- [What the task requires]
Output the full listing below, keeping each line exact.

──────── Information supplied

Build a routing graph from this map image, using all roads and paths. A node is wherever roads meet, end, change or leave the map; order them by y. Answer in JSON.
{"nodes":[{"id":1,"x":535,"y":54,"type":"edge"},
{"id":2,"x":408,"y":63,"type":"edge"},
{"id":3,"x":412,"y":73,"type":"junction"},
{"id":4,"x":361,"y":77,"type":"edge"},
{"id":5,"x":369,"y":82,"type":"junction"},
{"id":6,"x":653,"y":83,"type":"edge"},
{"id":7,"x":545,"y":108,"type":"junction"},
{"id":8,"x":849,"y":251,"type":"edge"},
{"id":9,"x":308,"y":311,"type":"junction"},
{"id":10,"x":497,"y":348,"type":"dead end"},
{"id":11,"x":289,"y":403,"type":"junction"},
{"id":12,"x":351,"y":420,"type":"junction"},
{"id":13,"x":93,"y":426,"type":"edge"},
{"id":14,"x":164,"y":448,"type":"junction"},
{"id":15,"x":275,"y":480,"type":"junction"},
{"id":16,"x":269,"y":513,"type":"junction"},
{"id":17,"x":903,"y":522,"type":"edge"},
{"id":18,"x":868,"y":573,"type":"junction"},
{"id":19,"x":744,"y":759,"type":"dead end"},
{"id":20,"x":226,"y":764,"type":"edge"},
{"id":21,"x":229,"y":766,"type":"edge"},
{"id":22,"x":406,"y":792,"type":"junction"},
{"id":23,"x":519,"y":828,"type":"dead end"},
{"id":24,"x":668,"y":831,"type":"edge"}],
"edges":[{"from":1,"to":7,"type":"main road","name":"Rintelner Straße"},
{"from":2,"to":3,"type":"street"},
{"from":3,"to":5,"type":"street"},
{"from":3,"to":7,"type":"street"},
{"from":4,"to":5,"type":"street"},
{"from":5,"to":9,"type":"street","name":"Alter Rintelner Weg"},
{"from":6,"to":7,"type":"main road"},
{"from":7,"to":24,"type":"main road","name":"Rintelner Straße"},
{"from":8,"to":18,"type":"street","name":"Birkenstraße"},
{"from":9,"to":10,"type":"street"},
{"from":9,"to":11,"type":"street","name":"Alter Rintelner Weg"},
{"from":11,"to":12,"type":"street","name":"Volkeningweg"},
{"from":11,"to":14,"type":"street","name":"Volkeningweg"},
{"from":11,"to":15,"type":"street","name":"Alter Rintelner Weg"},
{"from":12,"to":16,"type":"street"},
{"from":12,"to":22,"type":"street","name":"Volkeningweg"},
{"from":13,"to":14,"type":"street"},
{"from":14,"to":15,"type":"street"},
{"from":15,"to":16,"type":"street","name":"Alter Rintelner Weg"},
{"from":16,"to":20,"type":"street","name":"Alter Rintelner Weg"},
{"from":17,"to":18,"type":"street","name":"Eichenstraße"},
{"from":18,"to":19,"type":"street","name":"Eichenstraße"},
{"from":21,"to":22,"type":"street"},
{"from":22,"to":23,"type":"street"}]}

────────────────

- [Expected output]
Build a routing graph from this map image, using all roads and paths. A node is wherever roads meet, end, change or leave the map; order them by y. Answer in JSON.
{"nodes":[{"id":1,"x":535,"y":54,"type":"edge"},
{"id":2,"x":408,"y":63,"type":"edge"},
{"id":3,"x":412,"y":73,"type":"junction"},
{"id":4,"x":361,"y":77,"type":"edge"},
{"id":5,"x":369,"y":82,"type":"junction"},
{"id":6,"x":653,"y":83,"type":"edge"},
{"id":7,"x":545,"y":108,"type":"junction"},
{"id":8,"x":849,"y":251,"type":"edge"},
{"id":9,"x":308,"y":311,"type":"junction"},
{"id":10,"x":497,"y":348,"type":"dead end"},
{"id":11,"x":289,"y":403,"type":"junction"},
{"id":12,"x":351,"y":420,"type":"junction"},
{"id":13,"x":93,"y":426,"type":"edge"},
{"id":14,"x":164,"y":448,"type":"junction"},
{"id":15,"x":275,"y":480,"type":"junction"},
{"id":16,"x":269,"y":513,"type":"junction"},
{"id":17,"x":903,"y":522,"type":"edge"},
{"id":18,"x":868,"y":573,"type":"junction"},
{"id":19,"x":744,"y":759,"type":"dead end"},
{"id":20,"x":226,"y":764,"type":"edge"},
{"id":21,"x":229,"y":766,"type":"edge"},
{"id":22,"x":406,"y":792,"type":"junction"},
{"id":23,"x":519,"y":828,"type":"dead end"},
{"id":24,"x":668,"y":831,"type":"edge"}],
"edges":[{"from":1,"to":7,"type":"main road","name":"Rintelner Straße"},
{"from":2,"to":3,"type":"street"},
{"from":3,"to":5,"type":"street"},
{"from":3,"to":7,"type":"street"},
{"from":4,"to":5,"type":"street"},
{"from":5,"to":9,"type":"street","name":"Alter Rintelner Weg"},
{"from":6,"to":7,"type":"main road"},
{"from":7,"to":24,"type":"main road","name":"Rintelner Straße"},
{"from":8,"to":18,"type":"street","name":"Birkenstraße"},
{"from":9,"to":10,"type":"street"},
{"from":9,"to":11,"type":"street","name":"Alter Rintelner Weg"},
{"from":11,"to":12,"type":"street","name":"Volkeningweg"},
{"from":11,"to":14,"type":"street","name":"Volkeningweg"},
{"from":11,"to":15,"type":"street","name":"Alter Rintelner Weg"},
{"from":12,"to":16,"type":"street"},
{"from":12,"to":22,"type":"street","name":"Volkeningweg"},
{"from":13,"to":14,"type":"street"},
{"from":14,"to":15,"type":"street"},
{"from":15,"to":16,"type":"street","name":"Alter Rintelner Weg"},
{"from":16,"to":20,"type":"street","name":"Alter Rintelner Weg"},
{"from":17,"to":18,"type":"street","name":"Eichenstraße"},
{"from":18,"to":19,"type":"street","name":"Eichenstraße"},
{"from":21,"to":22,"type":"street"},
{"from":22,"to":23,"type":"street"}]}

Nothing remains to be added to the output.